Part II, which at 9 chapters and about 150 pages of text is by far the longest part of the book, addresses a host of issues relating to space travel, which has obviously always been a mainstay of science fiction. Chapters in this part discuss, among other things: why space flight and exploration today is not as common as predicted by decades-old science fiction; the physics behind the idea of an “elevator” to the moon; the use of matter-antimatter reactions (as in Star Trek) as a means of propulsion; and the implications of the theory of relativity for faster-than-light motion and time travel.
In part III, three chapters totaling about 50 pages, professor Adler looks at issues connected with alien life forms, including what a planet supporting alien life would have to be like, the history and future of the search for alien life, and the issues inherent in actually communicating with aliens (and how science fiction authors have treated these issues).
The last part of the book (“Year Googol”) looks to the far future, including the likelihood of there actually being one: nuclear war and global warming, for example, are discussed in a chapter on the short-term survival of humanity, and subsequent chapters address advanced civilizations of the future and what they would (theoretically, if not practically) be capable of, at least based on our current understanding of physics.
The chapters in this book seem to be quite independent of one another, a fact which facilitates flexibility in its use.

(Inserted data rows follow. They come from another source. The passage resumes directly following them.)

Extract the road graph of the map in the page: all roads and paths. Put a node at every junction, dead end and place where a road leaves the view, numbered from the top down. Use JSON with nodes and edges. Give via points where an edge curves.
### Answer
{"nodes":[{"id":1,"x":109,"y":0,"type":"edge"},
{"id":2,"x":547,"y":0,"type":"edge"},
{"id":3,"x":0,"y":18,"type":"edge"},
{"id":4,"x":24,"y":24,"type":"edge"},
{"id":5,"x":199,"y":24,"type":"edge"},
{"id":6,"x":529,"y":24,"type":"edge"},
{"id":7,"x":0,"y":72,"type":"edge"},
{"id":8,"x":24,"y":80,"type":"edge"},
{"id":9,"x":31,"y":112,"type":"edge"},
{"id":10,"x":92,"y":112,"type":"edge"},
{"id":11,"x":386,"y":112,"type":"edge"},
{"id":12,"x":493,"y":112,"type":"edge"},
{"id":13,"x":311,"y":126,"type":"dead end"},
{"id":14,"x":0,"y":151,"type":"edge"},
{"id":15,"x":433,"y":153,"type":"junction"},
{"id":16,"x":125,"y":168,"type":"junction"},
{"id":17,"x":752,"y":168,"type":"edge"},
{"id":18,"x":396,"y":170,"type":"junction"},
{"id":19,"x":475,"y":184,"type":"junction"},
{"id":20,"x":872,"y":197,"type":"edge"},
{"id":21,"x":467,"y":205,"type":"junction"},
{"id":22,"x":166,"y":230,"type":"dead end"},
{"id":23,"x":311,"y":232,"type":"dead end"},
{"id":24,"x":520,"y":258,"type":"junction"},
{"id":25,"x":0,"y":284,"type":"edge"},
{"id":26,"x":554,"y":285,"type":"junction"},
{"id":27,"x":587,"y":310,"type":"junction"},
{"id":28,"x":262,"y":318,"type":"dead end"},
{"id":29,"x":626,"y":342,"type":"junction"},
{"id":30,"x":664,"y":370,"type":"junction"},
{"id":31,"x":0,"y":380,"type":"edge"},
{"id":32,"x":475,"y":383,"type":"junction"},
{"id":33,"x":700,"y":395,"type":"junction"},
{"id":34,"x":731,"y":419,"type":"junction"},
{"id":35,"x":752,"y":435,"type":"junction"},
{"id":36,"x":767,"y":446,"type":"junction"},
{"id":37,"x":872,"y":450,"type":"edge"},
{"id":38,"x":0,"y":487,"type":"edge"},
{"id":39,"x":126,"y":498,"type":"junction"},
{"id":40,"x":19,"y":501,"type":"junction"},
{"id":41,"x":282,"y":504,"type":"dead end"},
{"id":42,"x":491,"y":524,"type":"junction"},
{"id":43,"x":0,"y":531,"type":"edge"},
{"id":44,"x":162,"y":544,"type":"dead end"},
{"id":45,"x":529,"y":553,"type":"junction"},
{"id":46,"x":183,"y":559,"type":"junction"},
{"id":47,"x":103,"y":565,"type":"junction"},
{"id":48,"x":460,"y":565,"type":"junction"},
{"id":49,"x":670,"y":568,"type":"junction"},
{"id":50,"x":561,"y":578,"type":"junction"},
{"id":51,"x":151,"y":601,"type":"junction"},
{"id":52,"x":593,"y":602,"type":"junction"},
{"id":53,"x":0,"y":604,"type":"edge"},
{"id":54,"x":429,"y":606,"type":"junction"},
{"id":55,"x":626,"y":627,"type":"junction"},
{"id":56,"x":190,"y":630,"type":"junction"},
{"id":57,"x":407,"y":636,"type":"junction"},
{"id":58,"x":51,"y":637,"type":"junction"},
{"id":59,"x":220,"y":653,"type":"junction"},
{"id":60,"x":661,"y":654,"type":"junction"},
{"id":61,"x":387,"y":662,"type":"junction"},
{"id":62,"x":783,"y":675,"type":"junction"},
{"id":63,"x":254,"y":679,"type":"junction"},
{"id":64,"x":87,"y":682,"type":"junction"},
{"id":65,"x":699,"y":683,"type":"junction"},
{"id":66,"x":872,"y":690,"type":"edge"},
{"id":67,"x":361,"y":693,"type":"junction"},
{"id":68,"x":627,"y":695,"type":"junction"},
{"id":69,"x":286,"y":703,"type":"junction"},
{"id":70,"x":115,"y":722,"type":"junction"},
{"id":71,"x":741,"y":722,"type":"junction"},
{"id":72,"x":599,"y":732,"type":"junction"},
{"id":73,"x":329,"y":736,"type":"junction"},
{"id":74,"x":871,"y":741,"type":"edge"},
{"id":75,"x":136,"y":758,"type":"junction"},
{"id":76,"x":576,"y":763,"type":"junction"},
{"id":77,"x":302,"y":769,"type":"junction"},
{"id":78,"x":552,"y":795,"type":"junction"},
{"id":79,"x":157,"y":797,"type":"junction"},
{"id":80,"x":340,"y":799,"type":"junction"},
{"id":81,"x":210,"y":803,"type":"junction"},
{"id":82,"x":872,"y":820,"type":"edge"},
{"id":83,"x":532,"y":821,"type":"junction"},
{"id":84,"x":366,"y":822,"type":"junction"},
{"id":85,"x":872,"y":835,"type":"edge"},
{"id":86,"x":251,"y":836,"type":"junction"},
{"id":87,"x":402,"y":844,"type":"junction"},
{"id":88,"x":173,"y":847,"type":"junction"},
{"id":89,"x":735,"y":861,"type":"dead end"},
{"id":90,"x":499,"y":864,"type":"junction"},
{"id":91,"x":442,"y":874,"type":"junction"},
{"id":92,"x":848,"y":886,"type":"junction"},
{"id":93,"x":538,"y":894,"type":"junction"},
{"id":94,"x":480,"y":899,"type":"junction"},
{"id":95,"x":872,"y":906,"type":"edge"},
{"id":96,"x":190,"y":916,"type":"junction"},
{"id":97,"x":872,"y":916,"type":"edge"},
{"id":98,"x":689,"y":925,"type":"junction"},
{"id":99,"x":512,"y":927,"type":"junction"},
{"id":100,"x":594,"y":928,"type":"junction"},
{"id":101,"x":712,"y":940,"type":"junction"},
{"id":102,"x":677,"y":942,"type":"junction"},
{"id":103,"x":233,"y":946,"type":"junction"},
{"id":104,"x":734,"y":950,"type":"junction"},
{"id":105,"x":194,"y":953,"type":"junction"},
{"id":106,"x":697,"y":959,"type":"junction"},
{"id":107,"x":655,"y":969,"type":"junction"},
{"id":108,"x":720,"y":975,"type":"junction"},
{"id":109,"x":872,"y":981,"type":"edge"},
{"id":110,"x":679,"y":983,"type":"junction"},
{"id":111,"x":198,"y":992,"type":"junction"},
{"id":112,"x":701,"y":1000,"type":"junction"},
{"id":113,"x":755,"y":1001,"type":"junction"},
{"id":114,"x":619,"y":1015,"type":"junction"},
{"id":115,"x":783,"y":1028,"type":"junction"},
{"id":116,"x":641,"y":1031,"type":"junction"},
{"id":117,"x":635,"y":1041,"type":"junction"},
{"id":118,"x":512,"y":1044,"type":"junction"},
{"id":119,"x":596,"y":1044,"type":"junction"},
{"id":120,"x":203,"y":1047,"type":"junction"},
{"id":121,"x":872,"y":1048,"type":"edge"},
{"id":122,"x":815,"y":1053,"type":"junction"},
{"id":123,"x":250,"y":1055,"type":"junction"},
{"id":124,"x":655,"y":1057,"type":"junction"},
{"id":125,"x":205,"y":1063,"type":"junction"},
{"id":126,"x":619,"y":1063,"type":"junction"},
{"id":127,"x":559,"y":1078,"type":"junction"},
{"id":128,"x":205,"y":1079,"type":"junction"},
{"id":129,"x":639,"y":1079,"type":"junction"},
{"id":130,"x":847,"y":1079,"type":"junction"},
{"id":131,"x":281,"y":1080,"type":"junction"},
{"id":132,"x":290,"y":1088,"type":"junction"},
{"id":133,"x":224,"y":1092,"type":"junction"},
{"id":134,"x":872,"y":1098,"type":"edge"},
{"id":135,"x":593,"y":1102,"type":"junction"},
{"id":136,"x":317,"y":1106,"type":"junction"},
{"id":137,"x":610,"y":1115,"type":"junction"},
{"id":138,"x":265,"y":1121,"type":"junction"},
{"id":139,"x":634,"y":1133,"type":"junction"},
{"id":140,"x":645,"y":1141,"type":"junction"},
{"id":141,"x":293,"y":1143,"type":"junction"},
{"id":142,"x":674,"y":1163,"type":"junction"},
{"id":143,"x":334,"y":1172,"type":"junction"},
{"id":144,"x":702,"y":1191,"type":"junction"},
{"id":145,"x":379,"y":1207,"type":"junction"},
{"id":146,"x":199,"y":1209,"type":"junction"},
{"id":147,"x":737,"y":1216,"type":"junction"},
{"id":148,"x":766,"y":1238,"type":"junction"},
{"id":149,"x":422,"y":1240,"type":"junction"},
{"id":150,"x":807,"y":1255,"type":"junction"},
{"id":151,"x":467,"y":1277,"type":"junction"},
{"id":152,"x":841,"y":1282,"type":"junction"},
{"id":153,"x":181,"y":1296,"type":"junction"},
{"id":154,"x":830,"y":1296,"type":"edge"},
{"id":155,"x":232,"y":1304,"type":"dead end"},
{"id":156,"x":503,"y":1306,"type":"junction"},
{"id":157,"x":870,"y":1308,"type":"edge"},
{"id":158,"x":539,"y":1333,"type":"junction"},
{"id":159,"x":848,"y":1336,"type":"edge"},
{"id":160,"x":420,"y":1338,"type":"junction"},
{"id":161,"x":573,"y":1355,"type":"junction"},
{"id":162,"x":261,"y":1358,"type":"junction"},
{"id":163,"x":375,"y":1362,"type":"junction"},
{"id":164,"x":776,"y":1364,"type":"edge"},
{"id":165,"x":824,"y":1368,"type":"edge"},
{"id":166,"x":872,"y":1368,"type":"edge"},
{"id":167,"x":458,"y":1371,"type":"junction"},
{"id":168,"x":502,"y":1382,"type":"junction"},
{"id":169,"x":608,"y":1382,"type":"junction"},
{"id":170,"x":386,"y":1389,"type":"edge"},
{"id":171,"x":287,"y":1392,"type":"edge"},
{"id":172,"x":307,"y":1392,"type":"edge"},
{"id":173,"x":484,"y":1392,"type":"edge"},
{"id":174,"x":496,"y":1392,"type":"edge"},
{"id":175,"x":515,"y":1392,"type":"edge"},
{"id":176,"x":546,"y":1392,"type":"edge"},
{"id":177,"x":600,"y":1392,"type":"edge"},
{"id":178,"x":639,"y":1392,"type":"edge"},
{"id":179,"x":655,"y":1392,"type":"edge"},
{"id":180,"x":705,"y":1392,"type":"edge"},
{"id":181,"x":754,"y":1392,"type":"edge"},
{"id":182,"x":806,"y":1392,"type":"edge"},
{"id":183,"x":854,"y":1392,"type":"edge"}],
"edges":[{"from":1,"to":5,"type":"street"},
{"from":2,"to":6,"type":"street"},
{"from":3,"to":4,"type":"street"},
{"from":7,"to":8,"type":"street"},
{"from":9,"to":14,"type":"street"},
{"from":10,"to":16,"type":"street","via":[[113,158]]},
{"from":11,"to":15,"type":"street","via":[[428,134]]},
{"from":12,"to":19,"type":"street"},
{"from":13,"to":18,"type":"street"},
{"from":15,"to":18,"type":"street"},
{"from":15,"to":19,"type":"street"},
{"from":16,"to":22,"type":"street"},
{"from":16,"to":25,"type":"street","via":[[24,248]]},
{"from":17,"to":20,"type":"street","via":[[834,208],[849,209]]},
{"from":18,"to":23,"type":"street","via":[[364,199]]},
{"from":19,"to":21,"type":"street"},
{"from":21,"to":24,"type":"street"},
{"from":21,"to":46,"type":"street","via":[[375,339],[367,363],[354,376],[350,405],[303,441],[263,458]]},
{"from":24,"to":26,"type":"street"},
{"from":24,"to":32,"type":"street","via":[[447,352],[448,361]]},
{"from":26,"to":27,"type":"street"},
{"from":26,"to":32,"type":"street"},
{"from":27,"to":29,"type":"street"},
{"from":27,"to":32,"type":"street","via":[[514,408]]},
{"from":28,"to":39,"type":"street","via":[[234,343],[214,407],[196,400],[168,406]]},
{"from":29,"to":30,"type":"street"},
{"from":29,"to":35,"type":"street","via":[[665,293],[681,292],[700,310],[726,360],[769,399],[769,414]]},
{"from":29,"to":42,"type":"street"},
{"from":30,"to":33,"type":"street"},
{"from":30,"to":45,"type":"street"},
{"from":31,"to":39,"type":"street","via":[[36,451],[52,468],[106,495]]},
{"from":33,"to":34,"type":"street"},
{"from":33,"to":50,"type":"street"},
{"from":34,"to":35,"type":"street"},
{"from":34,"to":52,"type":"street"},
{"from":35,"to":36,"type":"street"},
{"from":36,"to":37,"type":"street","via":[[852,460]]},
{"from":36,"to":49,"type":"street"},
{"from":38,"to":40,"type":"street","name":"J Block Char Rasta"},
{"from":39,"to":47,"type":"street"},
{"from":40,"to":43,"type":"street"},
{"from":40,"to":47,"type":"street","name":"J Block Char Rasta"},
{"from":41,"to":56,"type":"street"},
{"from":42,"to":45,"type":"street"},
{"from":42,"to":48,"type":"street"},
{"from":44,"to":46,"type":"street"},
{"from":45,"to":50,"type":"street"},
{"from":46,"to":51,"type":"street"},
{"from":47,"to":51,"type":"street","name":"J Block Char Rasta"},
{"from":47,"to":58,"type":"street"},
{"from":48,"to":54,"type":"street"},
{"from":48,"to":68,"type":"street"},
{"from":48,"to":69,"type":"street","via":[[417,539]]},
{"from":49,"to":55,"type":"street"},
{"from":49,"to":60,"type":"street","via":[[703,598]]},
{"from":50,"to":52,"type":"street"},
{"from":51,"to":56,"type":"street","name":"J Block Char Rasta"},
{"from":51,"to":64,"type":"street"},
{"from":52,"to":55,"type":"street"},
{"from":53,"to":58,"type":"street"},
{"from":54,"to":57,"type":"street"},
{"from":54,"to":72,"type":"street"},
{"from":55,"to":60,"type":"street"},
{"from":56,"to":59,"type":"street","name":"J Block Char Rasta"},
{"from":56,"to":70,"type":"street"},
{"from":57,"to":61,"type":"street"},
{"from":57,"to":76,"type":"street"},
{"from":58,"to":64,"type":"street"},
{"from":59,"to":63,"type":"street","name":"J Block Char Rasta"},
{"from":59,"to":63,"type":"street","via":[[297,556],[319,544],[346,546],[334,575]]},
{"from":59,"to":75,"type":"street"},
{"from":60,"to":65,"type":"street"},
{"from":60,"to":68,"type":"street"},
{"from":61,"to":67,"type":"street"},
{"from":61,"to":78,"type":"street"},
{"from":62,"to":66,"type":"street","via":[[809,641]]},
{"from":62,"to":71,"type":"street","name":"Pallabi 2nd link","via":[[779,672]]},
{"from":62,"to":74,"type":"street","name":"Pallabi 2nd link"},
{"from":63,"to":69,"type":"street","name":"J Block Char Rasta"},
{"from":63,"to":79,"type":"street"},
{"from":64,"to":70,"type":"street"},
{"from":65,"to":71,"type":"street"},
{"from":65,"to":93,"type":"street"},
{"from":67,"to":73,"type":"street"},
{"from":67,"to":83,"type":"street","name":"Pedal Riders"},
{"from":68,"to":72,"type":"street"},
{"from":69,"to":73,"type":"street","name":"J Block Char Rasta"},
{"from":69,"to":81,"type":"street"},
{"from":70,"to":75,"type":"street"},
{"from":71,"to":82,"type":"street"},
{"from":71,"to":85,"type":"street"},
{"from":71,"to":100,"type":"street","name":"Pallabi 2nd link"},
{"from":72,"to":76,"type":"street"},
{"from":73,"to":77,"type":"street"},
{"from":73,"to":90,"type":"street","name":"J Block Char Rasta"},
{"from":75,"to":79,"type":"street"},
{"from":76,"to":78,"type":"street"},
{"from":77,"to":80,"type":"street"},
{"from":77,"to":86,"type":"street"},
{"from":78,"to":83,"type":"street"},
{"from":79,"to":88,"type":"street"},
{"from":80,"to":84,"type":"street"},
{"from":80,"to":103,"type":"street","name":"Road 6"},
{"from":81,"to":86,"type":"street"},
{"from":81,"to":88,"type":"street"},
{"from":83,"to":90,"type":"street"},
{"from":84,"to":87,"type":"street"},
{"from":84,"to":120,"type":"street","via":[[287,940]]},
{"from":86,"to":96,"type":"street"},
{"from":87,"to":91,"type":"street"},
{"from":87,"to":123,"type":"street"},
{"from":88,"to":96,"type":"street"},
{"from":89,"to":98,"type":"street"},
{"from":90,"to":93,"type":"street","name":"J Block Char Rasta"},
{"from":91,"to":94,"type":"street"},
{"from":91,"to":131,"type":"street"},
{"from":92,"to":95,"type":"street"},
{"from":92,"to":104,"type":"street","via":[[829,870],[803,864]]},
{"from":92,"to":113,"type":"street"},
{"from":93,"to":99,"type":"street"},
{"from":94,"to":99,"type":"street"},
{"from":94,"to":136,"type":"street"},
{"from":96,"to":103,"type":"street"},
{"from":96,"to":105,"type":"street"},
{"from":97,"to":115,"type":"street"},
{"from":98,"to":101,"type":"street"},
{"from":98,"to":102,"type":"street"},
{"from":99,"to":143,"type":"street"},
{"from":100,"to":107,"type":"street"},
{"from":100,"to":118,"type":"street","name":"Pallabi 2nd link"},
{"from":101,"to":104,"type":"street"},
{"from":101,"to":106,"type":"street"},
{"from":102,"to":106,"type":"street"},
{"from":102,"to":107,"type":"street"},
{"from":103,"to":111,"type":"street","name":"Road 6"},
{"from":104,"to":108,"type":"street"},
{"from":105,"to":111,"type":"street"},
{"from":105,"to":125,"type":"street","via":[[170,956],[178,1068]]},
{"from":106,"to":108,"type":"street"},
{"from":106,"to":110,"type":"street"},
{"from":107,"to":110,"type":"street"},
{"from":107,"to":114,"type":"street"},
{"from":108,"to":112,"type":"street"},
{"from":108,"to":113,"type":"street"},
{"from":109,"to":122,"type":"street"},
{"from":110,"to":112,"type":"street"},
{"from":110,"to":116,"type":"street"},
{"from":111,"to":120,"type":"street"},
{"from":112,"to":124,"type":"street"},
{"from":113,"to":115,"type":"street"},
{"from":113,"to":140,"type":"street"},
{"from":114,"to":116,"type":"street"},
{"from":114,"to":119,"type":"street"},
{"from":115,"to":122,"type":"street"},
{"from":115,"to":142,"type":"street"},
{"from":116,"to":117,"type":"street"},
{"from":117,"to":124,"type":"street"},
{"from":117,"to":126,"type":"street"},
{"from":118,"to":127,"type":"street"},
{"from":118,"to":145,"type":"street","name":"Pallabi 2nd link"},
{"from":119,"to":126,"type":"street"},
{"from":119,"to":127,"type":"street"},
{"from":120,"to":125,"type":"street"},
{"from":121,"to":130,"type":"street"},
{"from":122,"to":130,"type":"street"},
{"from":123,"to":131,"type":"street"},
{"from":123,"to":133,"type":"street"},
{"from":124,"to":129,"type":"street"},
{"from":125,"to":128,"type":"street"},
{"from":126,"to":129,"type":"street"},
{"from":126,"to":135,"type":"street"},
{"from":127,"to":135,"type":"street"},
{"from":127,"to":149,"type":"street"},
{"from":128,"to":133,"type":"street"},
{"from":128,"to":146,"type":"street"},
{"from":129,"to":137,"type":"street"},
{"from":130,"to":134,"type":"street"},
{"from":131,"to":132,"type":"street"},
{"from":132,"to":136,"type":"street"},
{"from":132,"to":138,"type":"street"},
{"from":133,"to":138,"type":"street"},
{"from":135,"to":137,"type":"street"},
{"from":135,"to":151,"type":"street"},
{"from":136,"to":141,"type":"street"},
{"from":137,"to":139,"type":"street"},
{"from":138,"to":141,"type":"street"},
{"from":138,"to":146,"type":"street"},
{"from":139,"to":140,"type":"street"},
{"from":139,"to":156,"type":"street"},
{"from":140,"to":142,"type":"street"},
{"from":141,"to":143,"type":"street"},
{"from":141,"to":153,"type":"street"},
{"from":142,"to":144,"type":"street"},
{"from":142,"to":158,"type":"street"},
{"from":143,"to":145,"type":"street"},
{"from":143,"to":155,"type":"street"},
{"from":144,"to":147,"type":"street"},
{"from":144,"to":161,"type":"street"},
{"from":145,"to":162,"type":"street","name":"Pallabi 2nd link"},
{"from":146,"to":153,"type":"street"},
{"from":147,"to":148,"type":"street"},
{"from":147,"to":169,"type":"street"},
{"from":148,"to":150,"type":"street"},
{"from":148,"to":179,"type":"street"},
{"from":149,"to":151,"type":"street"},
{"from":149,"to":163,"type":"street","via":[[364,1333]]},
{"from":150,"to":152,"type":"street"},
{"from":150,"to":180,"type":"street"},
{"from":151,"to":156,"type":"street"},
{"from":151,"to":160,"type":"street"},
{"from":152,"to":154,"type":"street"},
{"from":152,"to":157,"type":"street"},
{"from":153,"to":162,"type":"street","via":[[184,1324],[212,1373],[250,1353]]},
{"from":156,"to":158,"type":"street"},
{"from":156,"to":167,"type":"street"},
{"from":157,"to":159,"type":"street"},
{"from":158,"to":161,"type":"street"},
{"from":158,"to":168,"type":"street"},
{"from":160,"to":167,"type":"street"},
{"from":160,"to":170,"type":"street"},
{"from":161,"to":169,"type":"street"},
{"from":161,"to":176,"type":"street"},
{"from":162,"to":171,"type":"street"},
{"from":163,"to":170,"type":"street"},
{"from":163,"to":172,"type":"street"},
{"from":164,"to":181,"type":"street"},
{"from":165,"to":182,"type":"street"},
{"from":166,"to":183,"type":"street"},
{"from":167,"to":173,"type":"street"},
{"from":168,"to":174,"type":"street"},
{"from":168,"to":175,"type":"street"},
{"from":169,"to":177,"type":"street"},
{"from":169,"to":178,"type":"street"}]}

In addition to serving as a good book for self-study by any intellectually curious reader, this book could, I think, be used with considerable profit as a supplemental text in a regular undergraduate physics course or as a text for an honors seminar, perhaps supplemented by some of the actual science fiction stories mentioned here. In this regard, it should be mentioned that, in addition to an extensive bibliography of more than 250 entries, the book promises that a collection of exercises, along with hints and solutions, will appear on the publisher’s webpage for the book. (There are, as of this writing, none there yet, but presumably this will occur at some time in the future). Whether as a text for a course or as a vehicle for self-study, this book makes for interesting, educational and thought-provoking reading.